## Problem details
The answer must be every entry, given again word for word.

[Given entries Boundary: Start]

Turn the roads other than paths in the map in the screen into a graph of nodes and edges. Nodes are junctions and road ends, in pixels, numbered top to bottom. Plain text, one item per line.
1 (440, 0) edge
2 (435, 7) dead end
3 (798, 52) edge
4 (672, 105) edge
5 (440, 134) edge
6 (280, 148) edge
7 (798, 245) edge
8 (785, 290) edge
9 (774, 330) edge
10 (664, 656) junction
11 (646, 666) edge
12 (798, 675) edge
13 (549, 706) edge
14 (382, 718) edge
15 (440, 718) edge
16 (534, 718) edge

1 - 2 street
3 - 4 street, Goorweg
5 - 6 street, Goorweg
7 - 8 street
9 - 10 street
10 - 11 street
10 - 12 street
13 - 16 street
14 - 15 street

[Given entries Boundary: End]

## Written response
Turn the roads other than paths in the map in the screen into a graph of nodes and edges. Nodes are junctions and road ends, in pixels, numbered top to bottom. Plain text, one item per line.
1 (440, 0) edge
2 (435, 7) dead end
3 (798, 52) edge
4 (672, 105) edge
5 (440, 134) edge
6 (280, 148) edge
7 (798, 245) edge
8 (785, 290) edge
9 (774, 330) edge
10 (664, 656) junction
11 (646, 666) edge
12 (798, 675) edge
13 (549, 706) edge
14 (382, 718) edge
15 (440, 718) edge
16 (534, 718) edge

1 - 2 street
3 - 4 street, Goorweg
5 - 6 street, Goorweg
7 - 8 street
9 - 10 street
10 - 11 street
10 - 12 street
13 - 16 street
14 - 15 street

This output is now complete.